– Сначала Тумм, – сказал он, – а теперь Кхалид.
Потом он попросил Петру принести телефон и коротким движением руки отослал ее прочь.
Она его за это любила. Он хотел защитить ее от лишней информации. Но при этом с радостью распахнул бы перед Петрой душу, а она всегда была готова его выслушать. Как ужасно: человеку больше некому довериться – с жалостью думала она.
Он позвонил Генцлеру. Тот рассердился уже из-за того, что с ним связались напрямую. Обычно подобные вещи делаются несколько иначе.
Голос Генцлера по телефону казался чужим, словно Серкан разговаривал с машиной.
– Я больше не обязан держать слово. Сначала он убил Тумма, а теперь – Кхалида. Вы его прикрываете. Он уверен в собственной вседозволенности. Но этому пришел конец. Я с ним покончу.
– Нет, ты этого не сделаешь, – отрезал Генцлер не терпящим возражений тоном. Подобные беседы не ведутся по телефону. Остается надеяться, их никто не подслушивает. Сам факт этого разговора означает, что дело окончательно вышло из-под контроля. О плане и служебных инструкциях можно забыть.
– У нас хватит материалов, чтобы посадить тебя на всю оставшуюся жизнь, Серкан. Я всегда держал тебя на длинном поводке. Но не думай, что ты незаменим.
Серкан Шмидтли повесил трубку. Рука с телефоном безвольно упала. Он привык руководить действом, и чаще всего так оно и было. Но сейчас у него возникло четкое ощущение, что он больше не игрок, а в лучшем случае – мяч.
Он хотел снова определять ход событий. Наступил решительный момент – все или ничего.
Серкан позвал Петру Виганд.
– Теперь можешь дать мне трюфель, – сказал он своей рубенсовской женщине.
Она снова поцеловала конфету и положила ему в рот.

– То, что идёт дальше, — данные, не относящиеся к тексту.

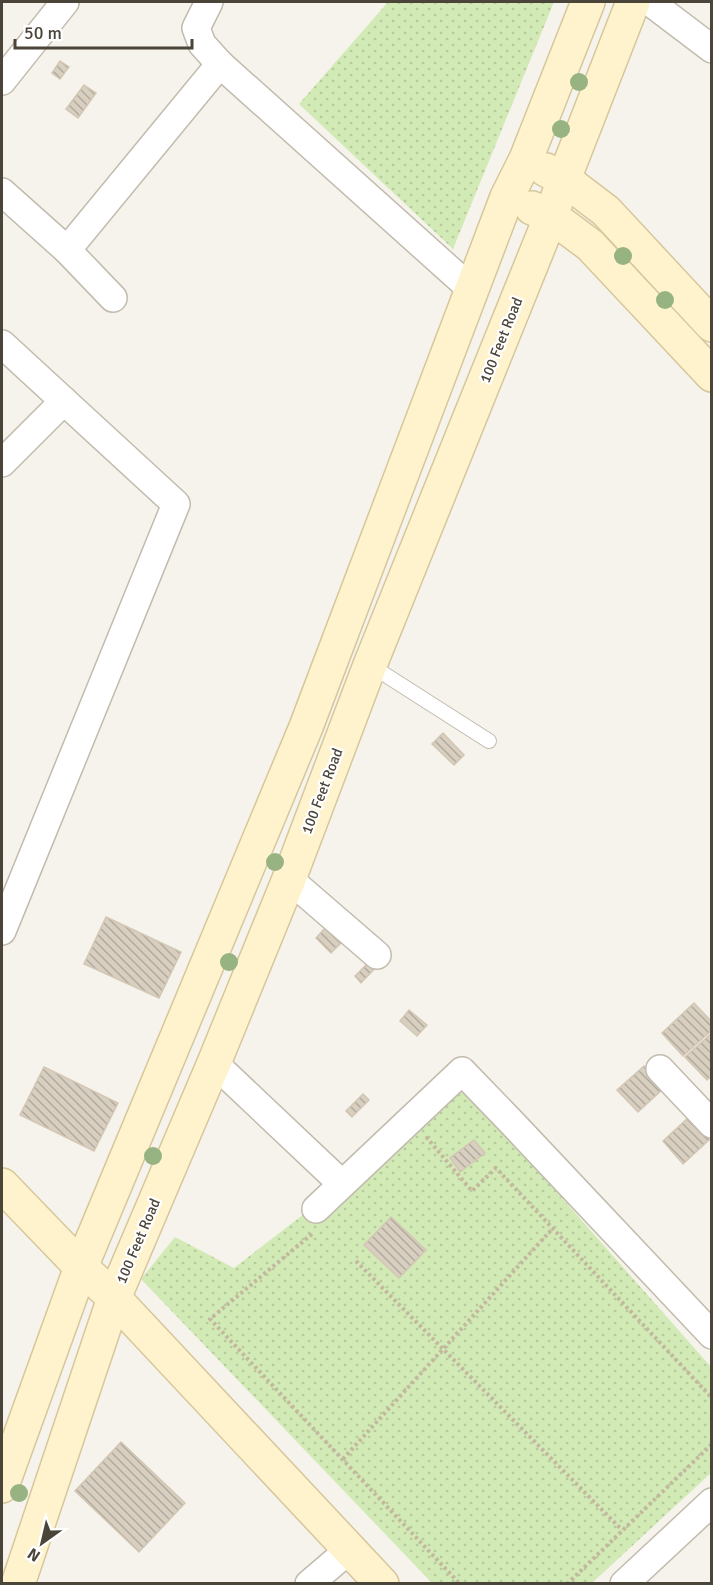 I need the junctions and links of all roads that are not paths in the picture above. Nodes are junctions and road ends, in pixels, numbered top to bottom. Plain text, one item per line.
1 (65, 2) edge
2 (209, 2) edge
3 (588, 2) edge
4 (633, 2) edge
5 (650, 2) edge
6 (711, 49) edge
7 (220, 64) junction
8 (2, 81) edge
9 (526, 159) junction
10 (564, 179) junction
11 (2, 192) edge
12 (507, 197) junction
13 (551, 216) junction
14 (67, 250) junction
15 (471, 289) junction
16 (113, 297) dead end
17 (711, 325) edge
18 (2, 344) edge
19 (711, 375) edge
20 (64, 401) junction
21 (2, 463) edge
22 (370, 664) junction
23 (489, 741) dead end
24 (289, 879) junction
25 (2, 931) edge
26 (377, 955) dead end
27 (214, 1063) junction
28 (660, 1069) dead end
29 (711, 1124) edge
30 (342, 1184) junction
31 (2, 1185) edge
32 (318, 1218) road end
33 (81, 1267) junction
34 (114, 1298) junction
35 (711, 1335) edge
36 (2, 1486) edge
37 (711, 1502) edge
38 (350, 1549) junction
39 (18, 1584) edge
40 (309, 1584) edge
41 (382, 1584) edge
42 (624, 1584) edge

1 - 8 street
2 - 7 street
3 - 9 main road
4 - 10 main road, 100 Feet Road
5 - 6 street
7 - 14 street
7 - 15 street
9 - 10 main road
9 - 12 main road
10 - 13 main road, 100 Feet Road
10 - 17 main road
11 - 14 street
12 - 13 main road
12 - 15 main road
13 - 19 main road
13 - 22 main road, 100 Feet Road
14 - 16 street
15 - 33 main road
18 - 20 street
20 - 21 street
20 - 25 street
22 - 23 lane
22 - 24 main road, 100 Feet Road
24 - 26 street
24 - 27 main road, 100 Feet Road
27 - 30 street
27 - 34 main road, 100 Feet Road
28 - 29 street
30 - 32 street
30 - 35 street
31 - 33 main road
33 - 34 main road
33 - 36 main road
34 - 38 main road
34 - 39 main road, 100 Feet Road
37 - 42 street
38 - 40 street
38 - 41 main road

«Какой же я смешной человек, – думал Серкан. – Теперь, высказав все Генцлеру, я чувствую себя свободнее. Я запросто могу прикончить кого-нибудь своими руками или дать приказание об убийстве. Но вероломство мне не по плечу».
Убийство – ничто по сравнению с предательством. Сдержать слово – дело чести. Но теперь у него не было перед Генцлером никаких обязательств.
Можно вздохнуть свободнее. Серкан разгрыз шоколадный шарик и закрыл глаза, наслаждаясь вкусами марципана, арака и миндаля.
Теперь можно спокойно выпить чаю, а потом отдать несколько распоряжений. Началась война.
Он не знал, будет ли вообще в конце победитель или только проигравшие. Но он превратит жизнь этого подлеца Гроссманна – или как он там себя называет – в ад, а потом прикончит его. И готов заплатить любую цену.
Серкан взглянул на свою Петру, и его охватила волна любви. Это не было любовью мужчины к женщине, а скорее – сына к матери или отца к дочери.
«Тебя этот урод не получит, – подумал он. – Я прикончу его прежде».